Et pourtant, plus nos voisins nous font souffrir, plus nous semblons les aimer .Nous avons fini par développer le Syndrome de Stockholm où nous aimons et tombons amoureux de nos ravisseurs. Nous n’avons même plus la force de lutter et de nous relever.
Les Dominicains ont le droit de défendre leur territoire. Ils mettent des ressources médicales à la disposition de leurs citoyens quand c’est un maigre 4% du budget de l’état haïtien qui est consacré à la santé en Haïti. Alors, pourquoi nous plaindre de ce qu’ils soient allés dans les hôpitaux de la frontière pour chasser les femmes haïtiennes qui sont venues chercher des soins ? Pourtant nous avons assez de ressources pour vivre en toute Independence. Ce qui empêche de prendre soin de notre peuple, ce sont les gaspillages et les privilèges éhontés qui enlèvent au plus grand nombre ce qui lui revient de droit. Il faut en finir avec les privilèges accordés à un petit groupe..

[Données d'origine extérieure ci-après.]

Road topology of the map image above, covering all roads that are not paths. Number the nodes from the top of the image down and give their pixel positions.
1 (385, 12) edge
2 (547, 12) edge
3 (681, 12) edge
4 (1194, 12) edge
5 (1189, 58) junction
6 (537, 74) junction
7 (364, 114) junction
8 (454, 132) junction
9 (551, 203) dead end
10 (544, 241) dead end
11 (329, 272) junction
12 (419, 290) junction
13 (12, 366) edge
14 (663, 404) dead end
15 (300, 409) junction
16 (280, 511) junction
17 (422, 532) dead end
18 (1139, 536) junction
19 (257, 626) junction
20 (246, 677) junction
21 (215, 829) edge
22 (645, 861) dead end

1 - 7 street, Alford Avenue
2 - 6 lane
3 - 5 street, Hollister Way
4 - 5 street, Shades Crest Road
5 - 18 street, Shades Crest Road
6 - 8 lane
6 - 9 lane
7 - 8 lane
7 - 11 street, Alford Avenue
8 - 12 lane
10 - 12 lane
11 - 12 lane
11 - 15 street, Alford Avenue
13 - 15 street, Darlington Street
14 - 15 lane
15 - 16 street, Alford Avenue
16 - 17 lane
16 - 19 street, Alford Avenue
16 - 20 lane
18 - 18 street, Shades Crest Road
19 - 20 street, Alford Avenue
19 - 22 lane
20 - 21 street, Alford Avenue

C’est une bonne chose qu’ils nous coupent des visas. Ce serait une bonne chose s’ils fermaient la frontière et ne déchargeaient pas leurs produits fétides sur Haïti, Peut être arriverions nous à une certaine prise de conscience et changerions nous notre comportement vis-à-vis de notre pays. Nous sommes tellement hypocrites, et un peuple de faire semblant, que nous cachons nos douleurs même lorsque nous sommes piétinés par les étrangers. Pourtant, entre nous nous ,nous nous entre- déchirons sans fin. Je n’ai pas grandi dans le spaghetti et le Corn flakes qui viennent de l’autre coté de la frontière..Mon père était un grand fermier. j’ai été nourri des tiges de canne a sucre, des bougons de maïs, des mangues et des avocats , des régimes de banane qui sortaient de nos champs. Cela est encore possible aujourd’hui en Haïti. Malheureusement, nous sommes enchainés dans notre esprit , ce qui nous rend incapables de penser et de réfléchir. Notre Independence ne nous a servi à rien .Il n’ya presque plus de différence ente l’Haïtien de classe moyenne , paresseux et amant de luxe et de luxure, prédateur des biens de l’état, gaspilleur des deniers publics d’un coté, et le noir américain en général qui ferait tout pour acheter le sneaker dernier cri à son fils. . Nous avons oublié qui nous sommes et nous ne nous reconnaissons plus.
Si je devais choisir entre rire et pleurer du sort de mon pays, je me garderais de rire, de ce rire fou qui ne semblerait répondre qu’à des pulsions hallucinatoires. J’ai alors choisi la honte et les pleurs comme expressions de mes sentiments
Ronny Jean-Mary, M.D. Coral Springs,Florida.